**Saved entries:**
/---
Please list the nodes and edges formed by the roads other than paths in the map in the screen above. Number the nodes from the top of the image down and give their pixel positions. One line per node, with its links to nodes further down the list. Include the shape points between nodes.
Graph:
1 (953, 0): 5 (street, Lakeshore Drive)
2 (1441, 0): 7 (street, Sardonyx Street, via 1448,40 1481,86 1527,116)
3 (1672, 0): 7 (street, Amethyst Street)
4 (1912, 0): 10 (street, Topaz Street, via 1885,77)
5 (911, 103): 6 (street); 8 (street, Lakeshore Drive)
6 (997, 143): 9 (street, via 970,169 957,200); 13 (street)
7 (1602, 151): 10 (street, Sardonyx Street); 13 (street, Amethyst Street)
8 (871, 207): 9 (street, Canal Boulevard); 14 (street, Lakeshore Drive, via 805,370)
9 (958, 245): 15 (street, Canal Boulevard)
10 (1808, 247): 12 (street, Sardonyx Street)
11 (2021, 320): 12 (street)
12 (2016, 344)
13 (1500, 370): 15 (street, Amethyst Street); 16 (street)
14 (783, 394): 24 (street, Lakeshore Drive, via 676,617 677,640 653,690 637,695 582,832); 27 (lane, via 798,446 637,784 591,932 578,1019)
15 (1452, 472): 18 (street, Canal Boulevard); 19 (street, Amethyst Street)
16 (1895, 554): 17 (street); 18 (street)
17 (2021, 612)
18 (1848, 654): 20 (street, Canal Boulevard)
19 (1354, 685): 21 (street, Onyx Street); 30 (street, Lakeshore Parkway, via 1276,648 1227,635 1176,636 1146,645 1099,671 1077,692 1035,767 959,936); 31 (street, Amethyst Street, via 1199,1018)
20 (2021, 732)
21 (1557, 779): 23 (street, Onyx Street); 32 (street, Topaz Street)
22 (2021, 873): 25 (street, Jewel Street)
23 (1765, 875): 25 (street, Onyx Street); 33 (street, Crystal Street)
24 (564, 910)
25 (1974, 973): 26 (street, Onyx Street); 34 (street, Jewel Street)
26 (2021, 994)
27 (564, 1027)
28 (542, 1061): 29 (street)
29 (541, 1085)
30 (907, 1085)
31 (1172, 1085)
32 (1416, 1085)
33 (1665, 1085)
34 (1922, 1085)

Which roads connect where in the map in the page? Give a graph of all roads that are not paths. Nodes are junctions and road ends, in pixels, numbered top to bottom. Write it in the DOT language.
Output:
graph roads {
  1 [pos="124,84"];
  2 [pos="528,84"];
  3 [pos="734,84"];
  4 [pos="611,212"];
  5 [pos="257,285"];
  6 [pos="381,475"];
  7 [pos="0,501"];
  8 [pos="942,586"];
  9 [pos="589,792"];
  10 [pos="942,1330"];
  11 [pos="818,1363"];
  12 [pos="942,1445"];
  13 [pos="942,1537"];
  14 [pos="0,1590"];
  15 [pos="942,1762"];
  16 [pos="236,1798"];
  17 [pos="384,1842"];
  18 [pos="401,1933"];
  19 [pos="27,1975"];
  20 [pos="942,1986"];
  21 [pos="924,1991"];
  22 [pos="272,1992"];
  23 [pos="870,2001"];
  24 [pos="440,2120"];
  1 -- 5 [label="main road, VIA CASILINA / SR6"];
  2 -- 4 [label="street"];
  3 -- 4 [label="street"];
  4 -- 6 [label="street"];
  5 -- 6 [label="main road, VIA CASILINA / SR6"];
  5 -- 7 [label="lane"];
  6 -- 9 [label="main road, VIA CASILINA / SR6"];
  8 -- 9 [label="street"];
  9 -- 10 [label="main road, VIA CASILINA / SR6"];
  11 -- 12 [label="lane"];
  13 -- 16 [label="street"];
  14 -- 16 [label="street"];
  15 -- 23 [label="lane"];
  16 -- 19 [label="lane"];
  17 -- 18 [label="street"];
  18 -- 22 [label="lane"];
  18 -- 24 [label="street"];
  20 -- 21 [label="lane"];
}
\---
**THE TASK:** Give back all of the data exactly, with every line intact.

**SOLUTION:**
Please list the nodes and edges formed by the roads other than paths in the map in the screen above. Number the nodes from the top of the image down and give their pixel positions. One line per node, with its links to nodes further down the list. Include the shape points between nodes.
Graph:
1 (953, 0): 5 (street, Lakeshore Drive)
2 (1441, 0): 7 (street, Sardonyx Street, via 1448,40 1481,86 1527,116)
3 (1672, 0): 7 (street, Amethyst Street)
4 (1912, 0): 10 (street, Topaz Street, via 1885,77)
5 (911, 103): 6 (street); 8 (street, Lakeshore Drive)
6 (997, 143): 9 (street, via 970,169 957,200); 13 (street)
7 (1602, 151): 10 (street, Sardonyx Street); 13 (street, Amethyst Street)
8 (871, 207): 9 (street, Canal Boulevard); 14 (street, Lakeshore Drive, via 805,370)
9 (958, 245): 15 (street, Canal Boulevard)
10 (1808, 247): 12 (street, Sardonyx Street)
11 (2021, 320): 12 (street)
12 (2016, 344)
13 (1500, 370): 15 (street, Amethyst Street); 16 (street)
14 (783, 394): 24 (street, Lakeshore Drive, via 676,617 677,640 653,690 637,695 582,832); 27 (lane, via 798,446 637,784 591,932 578,1019)
15 (1452, 472): 18 (street, Canal Boulevard); 19 (street, Amethyst Street)
16 (1895, 554): 17 (street); 18 (street)
17 (2021, 612)
18 (1848, 654): 20 (street, Canal Boulevard)
19 (1354, 685): 21 (street, Onyx Street); 30 (street, Lakeshore Parkway, via 1276,648 1227,635 1176,636 1146,645 1099,671 1077,692 1035,767 959,936); 31 (street, Amethyst Street, via 1199,1018)
20 (2021, 732)
21 (1557, 779): 23 (street, Onyx Street); 32 (street, Topaz Street)
22 (2021, 873): 25 (street, Jewel Street)
23 (1765, 875): 25 (street, Onyx Street); 33 (street, Crystal Street)
24 (564, 910)
25 (1974, 973): 26 (street, Onyx Street); 34 (street, Jewel Street)
26 (2021, 994)
27 (564, 1027)
28 (542, 1061): 29 (street)
29 (541, 1085)
30 (907, 1085)
31 (1172, 1085)
32 (1416, 1085)
33 (1665, 1085)
34 (1922, 1085)

Which roads connect where in the map in the page? Give a graph of all roads that are not paths. Nodes are junctions and road ends, in pixels, numbered top to bottom. Write it in the DOT language.
Output:
graph roads {
  1 [pos="124,84"];
  2 [pos="528,84"];
  3 [pos="734,84"];
  4 [pos="611,212"];
  5 [pos="257,285"];
  6 [pos="381,475"];
  7 [pos="0,501"];
  8 [pos="942,586"];
  9 [pos="589,792"];
  10 [pos="942,1330"];
  11 [pos="818,1363"];
  12 [pos="942,1445"];
  13 [pos="942,1537"];
  14 [pos="0,1590"];
  15 [pos="942,1762"];
  16 [pos="236,1798"];
  17 [pos="384,1842"];
  18 [pos="401,1933"];
  19 [pos="27,1975"];
  20 [pos="942,1986"];
  21 [pos="924,1991"];
  22 [pos="272,1992"];
  23 [pos="870,2001"];
  24 [pos="440,2120"];
  1 -- 5 [label="main road, VIA CASILINA / SR6"];
  2 -- 4 [label="street"];
  3 -- 4 [label="street"];
  4 -- 6 [label="street"];
  5 -- 6 [label="main road, VIA CASILINA / SR6"];
  5 -- 7 [label="lane"];
  6 -- 9 [label="main road, VIA CASILINA / SR6"];
  8 -- 9 [label="street"];
  9 -- 10 [label="main road, VIA CASILINA / SR6"];
  11 -- 12 [label="lane"];
  13 -- 16 [label="street"];
  14 -- 16 [label="street"];
  15 -- 23 [label="lane"];
  16 -- 19 [label="lane"];
  17 -- 18 [label="street"];
  18 -- 22 [label="lane"];
  18 -- 24 [label="street"];
  20 -- 21 [label="lane"];
}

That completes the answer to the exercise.